**GOAL OF THE EXERCISE**:
Could you retype all of the entries exactly, without their pictures?

<<<<

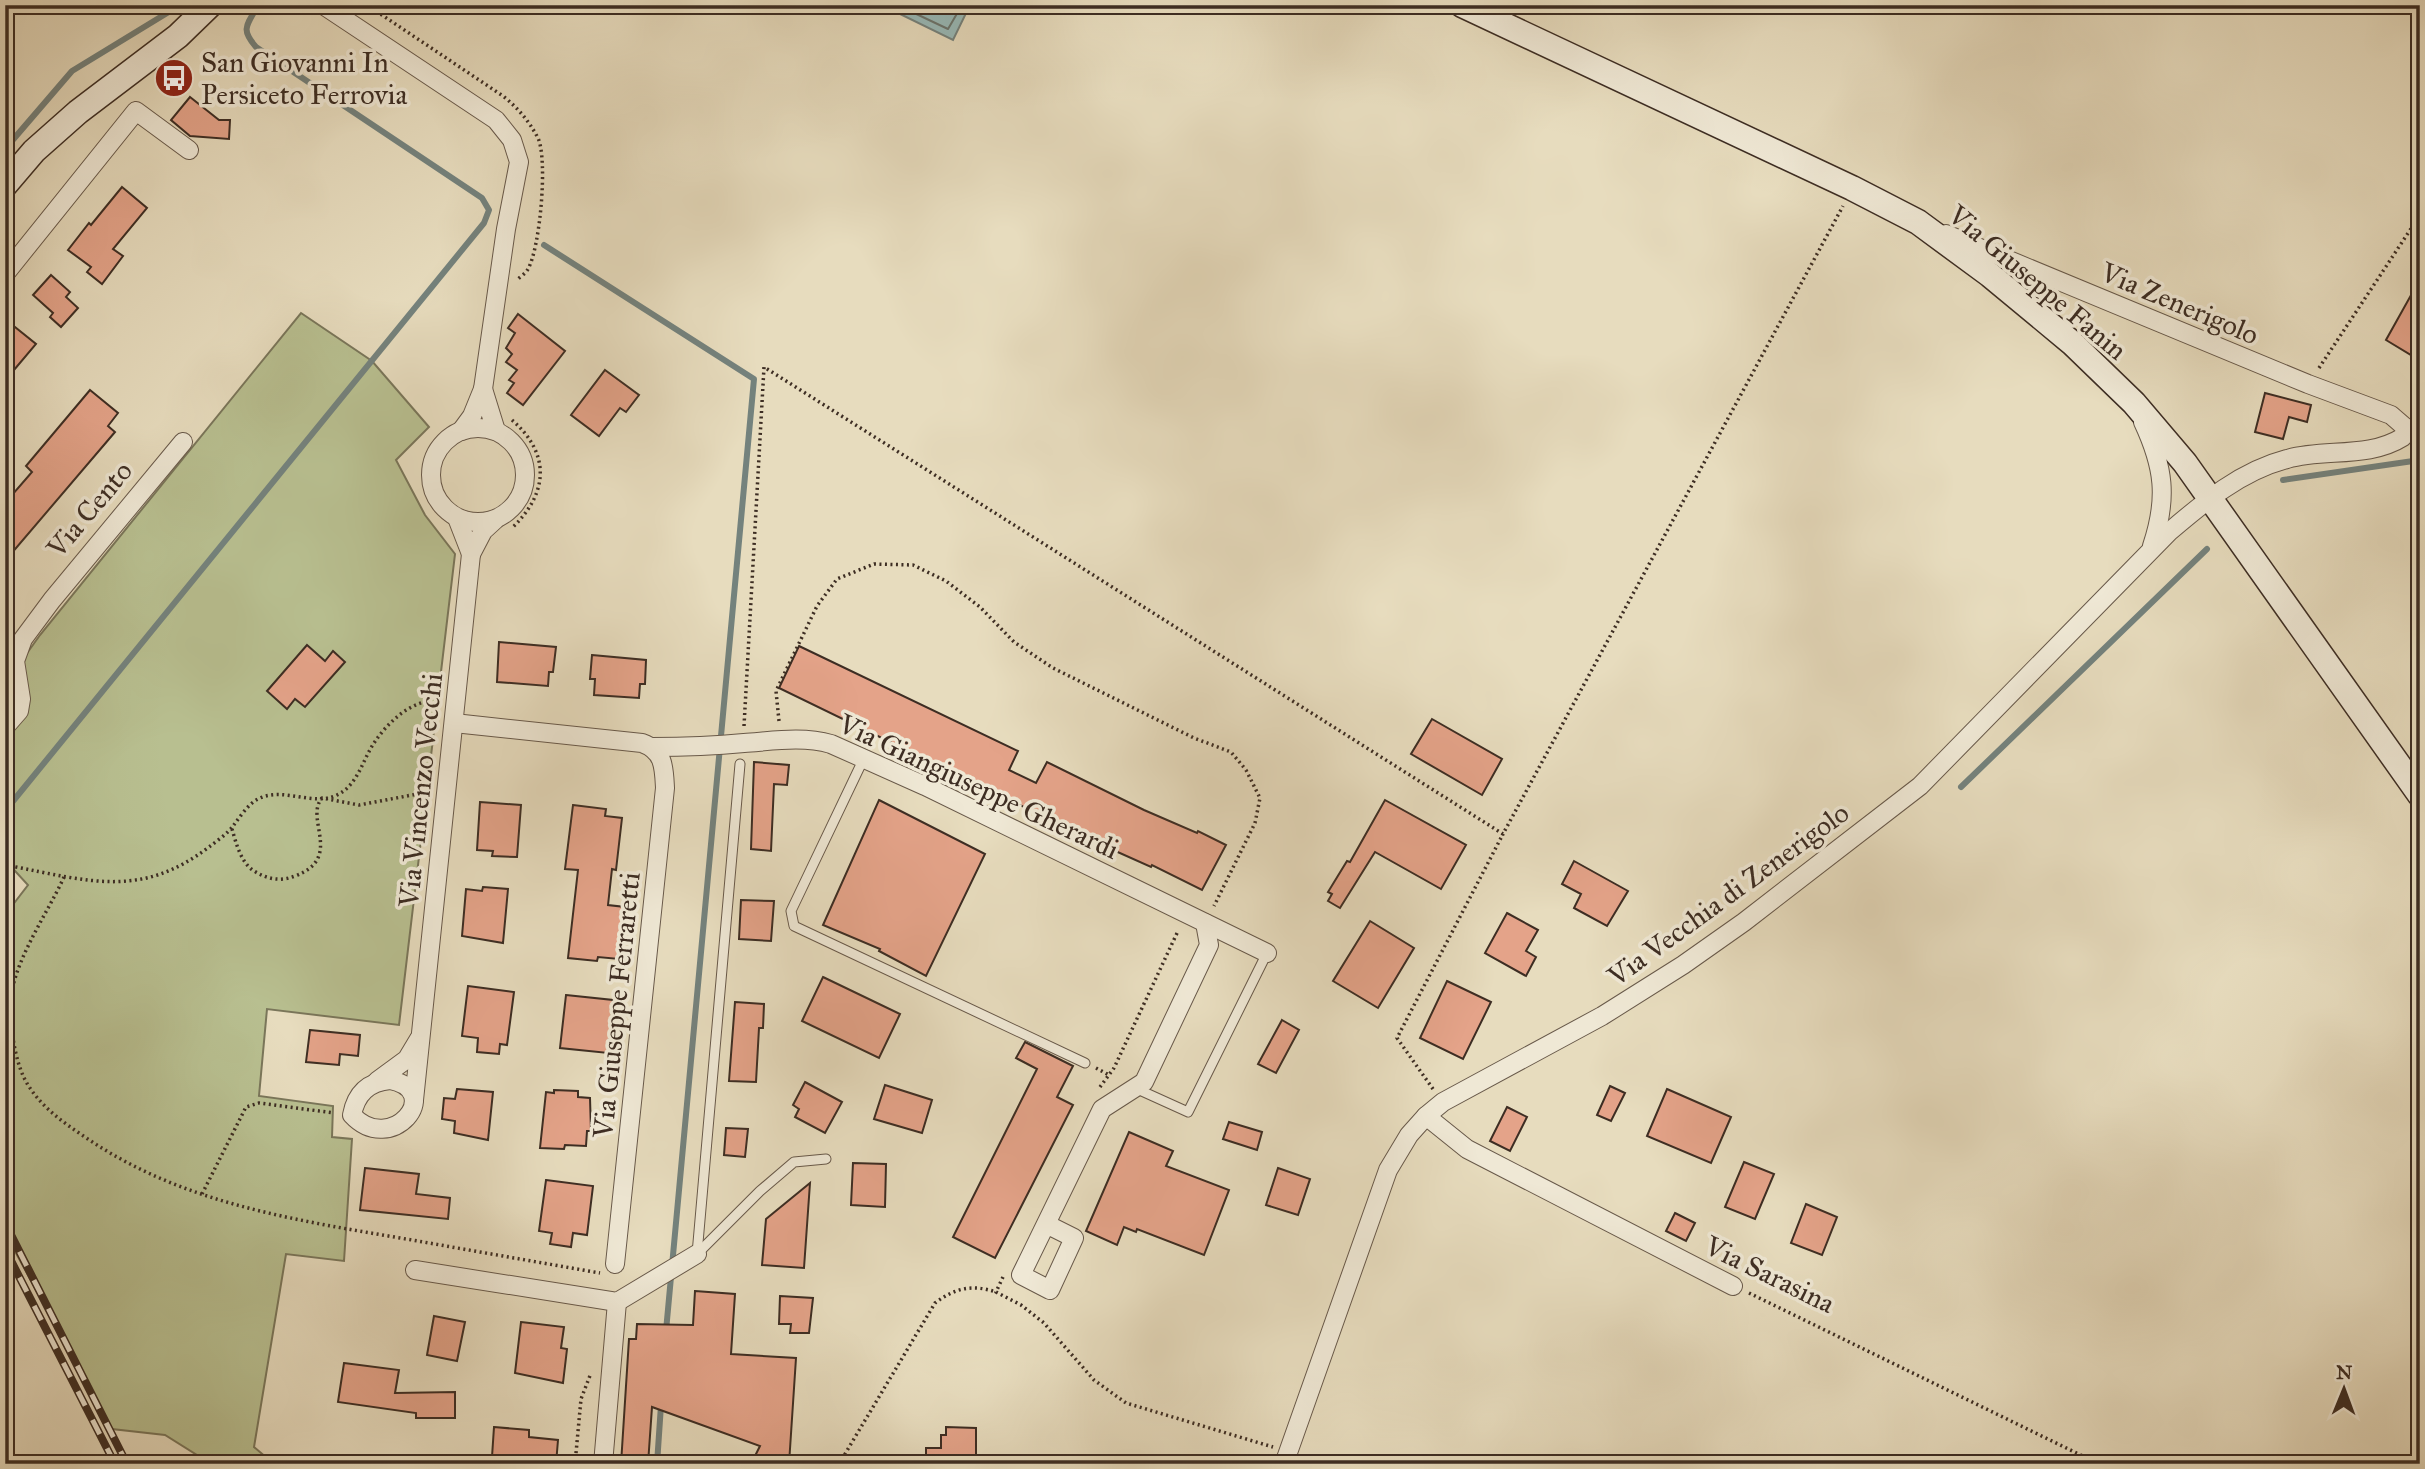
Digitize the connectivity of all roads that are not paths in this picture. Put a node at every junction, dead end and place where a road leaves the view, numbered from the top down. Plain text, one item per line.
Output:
1 (210, 5) edge
2 (323, 5) edge
3 (1462, 5) edge
4 (190, 150) dead end
5 (5, 185) edge
6 (1918, 222) junction
7 (5, 274) edge
8 (483, 389) junction
9 (2134, 403) junction
10 (2413, 428) edge
11 (461, 431) junction
12 (496, 432) junction
13 (183, 442) dead end
14 (2210, 497) junction
15 (457, 518) junction
16 (495, 520) junction
17 (2150, 551) junction
18 (471, 554) junction
19 (454, 723) junction
20 (5, 727) edge
21 (655, 750) junction
22 (864, 758) junction
23 (740, 765) dead end
24 (2420, 795) edge
25 (1205, 923) junction
26 (1268, 953) joint
27 (422, 1032) junction
28 (1085, 1063) dead end
29 (377, 1081) junction
30 (1135, 1088) junction
31 (414, 1100) junction
32 (1426, 1116) junction
33 (826, 1159) dead end
34 (1046, 1224) dead end
35 (697, 1254) junction
36 (615, 1264) dead end
37 (415, 1270) dead end
38 (1733, 1286) road end
39 (617, 1303) junction
40 (1286, 1458) edge
41 (603, 1464) edge

1 - 5 main road
2 - 8 street
3 - 6 main road, Via Giuseppe Fanin
4 - 7 street
6 - 9 main road, Via Giuseppe Fanin
6 - 10 street, Via Zenerigolo
8 - 11 street
8 - 12 street
9 - 14 main road, Via Giuseppe Fanin
9 - 17 street
10 - 14 street, Via Vecchia di Zenerigolo
11 - 12 street
11 - 15 street
12 - 16 street
13 - 20 street, Via Cento
14 - 17 street, Via Vecchia di Zenerigolo
14 - 24 main road, Via Giuseppe Fanin
15 - 16 street
15 - 18 street, Via Vincenzo Vecchi
16 - 18 street, Via Vincenzo Vecchi
17 - 32 street, Via Vecchia di Zenerigolo
18 - 19 street, Via Vincenzo Vecchi
19 - 21 street, Via Giangiuseppe Gherardi
19 - 27 street, Via Vincenzo Vecchi
21 - 22 street, Via Giangiuseppe Gherardi
21 - 36 street, Via Giuseppe Ferraretti
22 - 25 street, Via Giangiuseppe Gherardi
22 - 28 lane
23 - 35 lane
25 - 26 street, Via Giangiuseppe Gherardi
25 - 30 street
26 - 30 lane
27 - 29 street, Via Vincenzo Vecchi
27 - 31 street, Via Vincenzo Vecchi
29 - 31 street
29 - 31 street
30 - 34 street
32 - 38 street, Via Sarasina
32 - 40 street, Via Vecchia di Zenerigolo
33 - 35 lane
35 - 39 street
37 - 39 street
39 - 41 street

>>>>

**RESULT FOR THIS TASK**:
Digitize the connectivity of all roads that are not paths in this picture. Put a node at every junction, dead end and place where a road leaves the view, numbered from the top down. Plain text, one item per line.
Output:
1 (210, 5) edge
2 (323, 5) edge
3 (1462, 5) edge
4 (190, 150) dead end
5 (5, 185) edge
6 (1918, 222) junction
7 (5, 274) edge
8 (483, 389) junction
9 (2134, 403) junction
10 (2413, 428) edge
11 (461, 431) junction
12 (496, 432) junction
13 (183, 442) dead end
14 (2210, 497) junction
15 (457, 518) junction
16 (495, 520) junction
17 (2150, 551) junction
18 (471, 554) junction
19 (454, 723) junction
20 (5, 727) edge
21 (655, 750) junction
22 (864, 758) junction
23 (740, 765) dead end
24 (2420, 795) edge
25 (1205, 923) junction
26 (1268, 953) joint
27 (422, 1032) junction
28 (1085, 1063) dead end
29 (377, 1081) junction
30 (1135, 1088) junction
31 (414, 1100) junction
32 (1426, 1116) junction
33 (826, 1159) dead end
34 (1046, 1224) dead end
35 (697, 1254) junction
36 (615, 1264) dead end
37 (415, 1270) dead end
38 (1733, 1286) road end
39 (617, 1303) junction
40 (1286, 1458) edge
41 (603, 1464) edge

1 - 5 main road
2 - 8 street
3 - 6 main road, Via Giuseppe Fanin
4 - 7 street
6 - 9 main road, Via Giuseppe Fanin
6 - 10 street, Via Zenerigolo
8 - 11 street
8 - 12 street
9 - 14 main road, Via Giuseppe Fanin
9 - 17 street
10 - 14 street, Via Vecchia di Zenerigolo
11 - 12 street
11 - 15 street
12 - 16 street
13 - 20 street, Via Cento
14 - 17 street, Via Vecchia di Zenerigolo
14 - 24 main road, Via Giuseppe Fanin
15 - 16 street
15 - 18 street, Via Vincenzo Vecchi
16 - 18 street, Via Vincenzo Vecchi
17 - 32 street, Via Vecchia di Zenerigolo
18 - 19 street, Via Vincenzo Vecchi
19 - 21 street, Via Giangiuseppe Gherardi
19 - 27 street, Via Vincenzo Vecchi
21 - 22 street, Via Giangiuseppe Gherardi
21 - 36 street, Via Giuseppe Ferraretti
22 - 25 street, Via Giangiuseppe Gherardi
22 - 28 lane
23 - 35 lane
25 - 26 street, Via Giangiuseppe Gherardi
25 - 30 street
26 - 30 lane
27 - 29 street, Via Vincenzo Vecchi
27 - 31 street, Via Vincenzo Vecchi
29 - 31 street
29 - 31 street
30 - 34 street
32 - 38 street, Via Sarasina
32 - 40 street, Via Vecchia di Zenerigolo
33 - 35 lane
35 - 39 street
37 - 39 street
39 - 41 street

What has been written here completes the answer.